The WMoW has rapidly become an umbrella protest for a variety of causes, and now shows signs of becoming a movement not just for protest, but to advance women’s rights and effect policy changes. But successful social movements don’t effect change simply via polite organised marches in Washington; they disrupt the status quo and pressure lawmakers into making changes with real consequences. And unlike certain other movements at work in the US today, the WMoW marchers are in a privileged position to make this happen.

After the WMoW on January 21, President Trump took to Twitter to demonstrate his approval: “Peaceful protests are a hallmark of our democracy. Even if I don’t always agree, I recognise the rights of people to express their views.” This is in stark contrast to Trump’s statements about Black Lives Matter (BLM).
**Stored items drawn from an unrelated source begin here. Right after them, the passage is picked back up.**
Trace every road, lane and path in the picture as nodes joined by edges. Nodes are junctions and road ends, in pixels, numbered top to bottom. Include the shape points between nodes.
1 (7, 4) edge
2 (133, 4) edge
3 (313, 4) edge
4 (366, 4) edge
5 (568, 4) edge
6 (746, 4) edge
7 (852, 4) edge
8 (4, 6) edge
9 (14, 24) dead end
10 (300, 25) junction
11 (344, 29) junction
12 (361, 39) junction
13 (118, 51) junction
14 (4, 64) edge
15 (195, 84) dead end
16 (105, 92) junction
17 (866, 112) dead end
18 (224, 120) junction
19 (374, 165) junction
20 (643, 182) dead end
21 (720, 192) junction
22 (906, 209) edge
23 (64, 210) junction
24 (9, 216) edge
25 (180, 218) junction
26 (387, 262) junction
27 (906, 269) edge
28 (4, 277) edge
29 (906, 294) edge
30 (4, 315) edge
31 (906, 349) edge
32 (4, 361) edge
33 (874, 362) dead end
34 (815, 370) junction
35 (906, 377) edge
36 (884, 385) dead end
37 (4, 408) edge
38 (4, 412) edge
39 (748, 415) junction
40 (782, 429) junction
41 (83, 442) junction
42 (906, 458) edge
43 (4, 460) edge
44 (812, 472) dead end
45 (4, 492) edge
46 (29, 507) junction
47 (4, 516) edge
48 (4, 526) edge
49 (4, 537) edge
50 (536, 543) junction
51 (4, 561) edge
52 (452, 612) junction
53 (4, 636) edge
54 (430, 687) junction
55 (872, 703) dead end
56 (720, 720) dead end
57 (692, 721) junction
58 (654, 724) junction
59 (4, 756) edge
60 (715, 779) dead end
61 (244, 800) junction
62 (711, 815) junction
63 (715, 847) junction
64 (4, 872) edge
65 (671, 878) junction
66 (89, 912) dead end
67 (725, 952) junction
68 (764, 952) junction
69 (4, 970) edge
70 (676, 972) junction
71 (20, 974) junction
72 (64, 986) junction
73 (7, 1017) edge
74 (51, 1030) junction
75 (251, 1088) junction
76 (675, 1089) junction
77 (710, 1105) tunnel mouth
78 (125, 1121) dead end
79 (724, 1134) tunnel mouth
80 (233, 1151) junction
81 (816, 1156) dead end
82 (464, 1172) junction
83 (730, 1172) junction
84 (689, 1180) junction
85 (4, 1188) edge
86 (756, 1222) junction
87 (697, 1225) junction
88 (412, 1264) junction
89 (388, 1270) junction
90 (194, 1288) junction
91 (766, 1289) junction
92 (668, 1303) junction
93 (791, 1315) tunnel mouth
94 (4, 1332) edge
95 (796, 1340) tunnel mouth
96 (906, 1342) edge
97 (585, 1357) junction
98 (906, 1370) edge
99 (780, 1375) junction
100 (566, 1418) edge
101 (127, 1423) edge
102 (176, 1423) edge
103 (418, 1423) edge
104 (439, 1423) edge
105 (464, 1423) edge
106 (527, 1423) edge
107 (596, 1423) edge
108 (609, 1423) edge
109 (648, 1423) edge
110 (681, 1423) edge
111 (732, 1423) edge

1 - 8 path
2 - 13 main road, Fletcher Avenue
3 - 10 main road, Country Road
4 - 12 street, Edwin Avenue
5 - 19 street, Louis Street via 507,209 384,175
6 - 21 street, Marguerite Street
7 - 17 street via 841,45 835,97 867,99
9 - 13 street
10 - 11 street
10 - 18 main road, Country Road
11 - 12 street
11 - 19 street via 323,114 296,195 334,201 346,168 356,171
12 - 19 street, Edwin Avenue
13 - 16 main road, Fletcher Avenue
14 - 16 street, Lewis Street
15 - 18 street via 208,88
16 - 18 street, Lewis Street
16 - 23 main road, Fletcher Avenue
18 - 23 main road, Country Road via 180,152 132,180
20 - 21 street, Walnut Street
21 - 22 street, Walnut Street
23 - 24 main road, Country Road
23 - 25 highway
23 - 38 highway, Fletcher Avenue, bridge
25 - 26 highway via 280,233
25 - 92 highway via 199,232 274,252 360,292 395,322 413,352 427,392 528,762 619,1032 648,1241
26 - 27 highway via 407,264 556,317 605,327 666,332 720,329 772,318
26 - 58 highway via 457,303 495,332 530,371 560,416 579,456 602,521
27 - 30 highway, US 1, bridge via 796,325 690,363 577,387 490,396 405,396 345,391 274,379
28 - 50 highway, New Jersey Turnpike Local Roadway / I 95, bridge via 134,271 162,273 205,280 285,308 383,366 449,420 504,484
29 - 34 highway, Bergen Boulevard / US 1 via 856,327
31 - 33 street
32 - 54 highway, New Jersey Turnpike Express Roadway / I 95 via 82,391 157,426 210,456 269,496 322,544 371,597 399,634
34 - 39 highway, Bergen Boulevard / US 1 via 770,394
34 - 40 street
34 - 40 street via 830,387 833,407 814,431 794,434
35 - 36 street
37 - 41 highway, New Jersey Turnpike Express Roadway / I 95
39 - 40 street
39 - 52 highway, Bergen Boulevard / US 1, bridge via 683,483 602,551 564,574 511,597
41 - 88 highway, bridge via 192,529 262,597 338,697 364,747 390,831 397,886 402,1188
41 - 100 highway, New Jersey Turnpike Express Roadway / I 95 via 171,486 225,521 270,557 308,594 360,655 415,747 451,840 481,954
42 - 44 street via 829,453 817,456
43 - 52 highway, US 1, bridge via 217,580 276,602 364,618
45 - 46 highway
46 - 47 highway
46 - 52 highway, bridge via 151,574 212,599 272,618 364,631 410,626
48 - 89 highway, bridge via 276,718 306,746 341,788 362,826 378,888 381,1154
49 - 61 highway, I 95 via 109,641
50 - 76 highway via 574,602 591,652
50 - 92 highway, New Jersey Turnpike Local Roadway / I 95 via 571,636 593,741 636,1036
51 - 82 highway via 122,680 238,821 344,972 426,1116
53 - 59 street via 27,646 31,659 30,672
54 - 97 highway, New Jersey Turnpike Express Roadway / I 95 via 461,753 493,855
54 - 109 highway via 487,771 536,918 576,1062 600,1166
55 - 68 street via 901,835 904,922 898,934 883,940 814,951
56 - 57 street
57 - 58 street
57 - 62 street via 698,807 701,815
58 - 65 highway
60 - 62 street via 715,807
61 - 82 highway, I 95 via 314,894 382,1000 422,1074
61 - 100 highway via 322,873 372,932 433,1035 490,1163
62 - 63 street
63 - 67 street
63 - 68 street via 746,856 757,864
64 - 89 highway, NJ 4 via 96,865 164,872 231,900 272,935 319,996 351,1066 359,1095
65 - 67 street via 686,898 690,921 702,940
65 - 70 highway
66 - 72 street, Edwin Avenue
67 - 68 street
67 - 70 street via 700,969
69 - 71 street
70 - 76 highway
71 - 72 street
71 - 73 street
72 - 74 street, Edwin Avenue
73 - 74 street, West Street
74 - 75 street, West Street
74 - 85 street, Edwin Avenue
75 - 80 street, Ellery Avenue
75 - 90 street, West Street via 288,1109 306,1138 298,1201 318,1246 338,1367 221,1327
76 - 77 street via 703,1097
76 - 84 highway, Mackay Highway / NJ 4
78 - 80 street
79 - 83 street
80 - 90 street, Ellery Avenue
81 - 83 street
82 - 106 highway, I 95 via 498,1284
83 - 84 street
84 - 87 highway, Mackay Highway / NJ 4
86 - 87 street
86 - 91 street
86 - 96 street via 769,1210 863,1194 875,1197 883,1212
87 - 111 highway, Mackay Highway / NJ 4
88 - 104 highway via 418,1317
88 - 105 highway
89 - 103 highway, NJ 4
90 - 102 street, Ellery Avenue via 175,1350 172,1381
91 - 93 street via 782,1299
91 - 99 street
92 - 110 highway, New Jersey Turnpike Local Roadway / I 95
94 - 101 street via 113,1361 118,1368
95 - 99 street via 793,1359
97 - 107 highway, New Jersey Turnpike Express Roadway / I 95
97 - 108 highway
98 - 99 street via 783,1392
Just before the election, he singled out a BLM protester at one of his rallies and said he should be “roughed up”. He has called the movement divisive. His new administration has added a new page to the White House website entitled Standing Up For Our Law Enforcement Community which states:

The dangerous anti-police atmosphere in America is wrong. The Trump Administration will end it … Our job is not to make life more comfortable for the rioter, the looter, or the violent disrupter.

Many in the BLM movement have read this as a threat to protesters. So why the apparent double standard?

One obvious explanation is that the women’s marchers were, in Trump’s terminology, “peaceful” – no clashes between police and protesters, no violence, no rioting or looting. Indeed, many who supported the WMoW took to social media the next day to pat themselves on the back for executing a peaceful protest during which no-one was arrested.

But unsurprisingly, many BLM activists argued that white privilege played a major role in how the protest was perceived by the public and handled by the police. The Washington march itself was attended overwhelmingly by white women and was far less radical in tone than a BLM march despite their common goals.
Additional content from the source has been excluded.